The paper trail
By Jack Keough, Editor/Associate Publisher -- Industrial Distribution, 3/1/2004
A conversation I had with a friend, who is an outside sales rep for a medical supplies distributor, reveals the way many salespeople feel today.
"The best thing about my job is actually sitting down with customers," he told me. "Unfortunately, most of the time I'm doing paperwork."
He also complained that in a recent evaluation, he was judged as much on his organizational abilities as his sales volume.
He's not alone. Many salespeople, particularly those who have been selling for many years, remember when they had sales assistants to help them draft letters and offer administrative support. That isn't the case today.

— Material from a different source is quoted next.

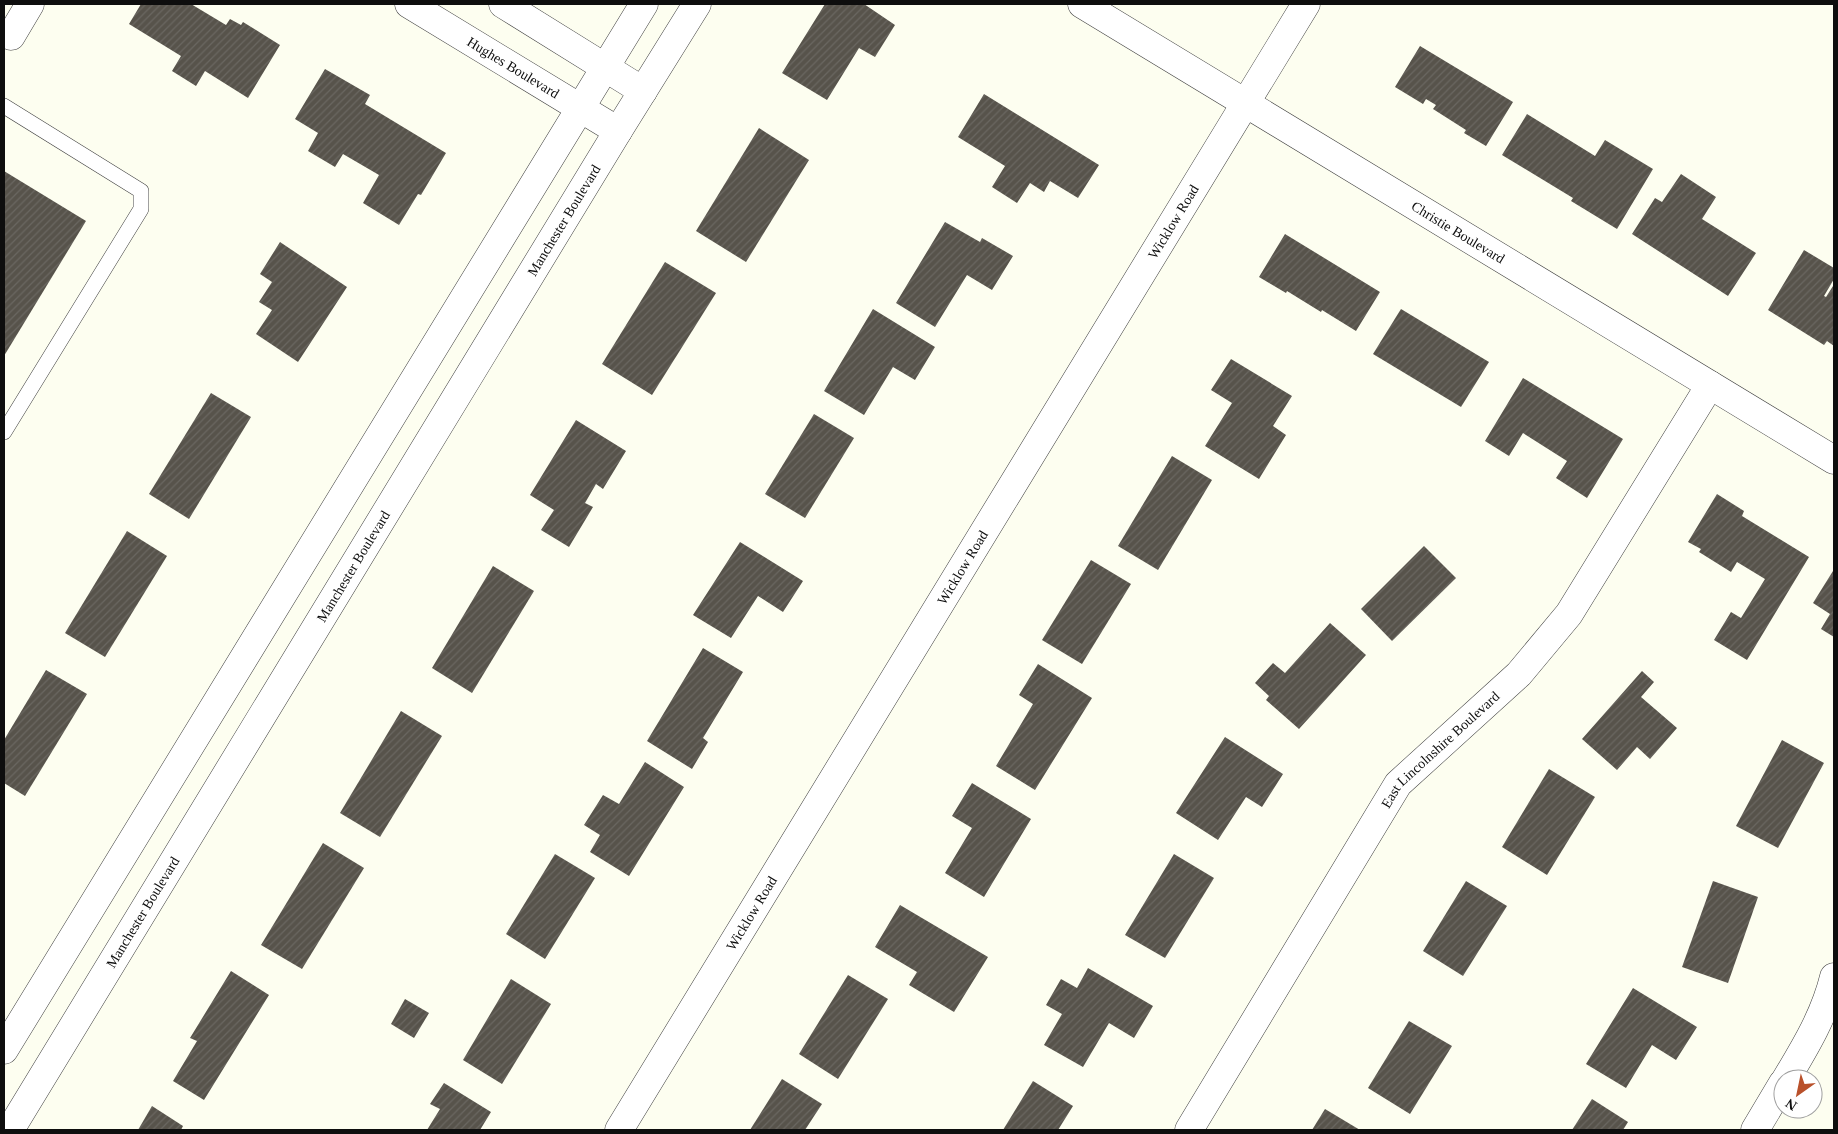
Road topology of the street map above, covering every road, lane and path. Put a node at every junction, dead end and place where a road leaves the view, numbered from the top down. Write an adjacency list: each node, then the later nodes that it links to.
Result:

Mercer Consulting conducted a study last fall in which it analyzed the day-to-day activities of sales reps at a particular company. They found that those salespeople spent one-third of their time, roughly 12 hours per week, actually selling. By streamlining and reassigning order-entry, lead qualification and appointment-setting processes, these reps added three hours of face-to-face selling time to their schedules, substantially increasing sales revenues.
Ironically, sales managers say they want outside salespeople to spend more time with customers in face-to-face meetings. Yet in many cases, salespeople say they're too tied up with paperwork to do so. You have to ask: Is this the salesperson's fault? In some cases, yes. Many salespeople don't use PDAs, contact management programs, and other technologies to keep them better organized and more productive.
At the same time, managers need to examine the reports they want created. Are they all necessary? And it doesn't end with paperwork. Some distributors are using outside salespeople to be "collectors" for accounts receivable and late payers. So, while distributors may be selling to these accounts one day, weeks later they are acting as the credit department watchdogs. A strange twist, to say the least.
One distributor who doesn't use salespeople for that purpose tells us (p. 43) that salespeople and credit managers are "two totally and distinct separate people, and you don't want to jeopardize the sales relationship." We believe that's the right approach.
Regardless, salespeople aren't spending enough time selling. And that's not right.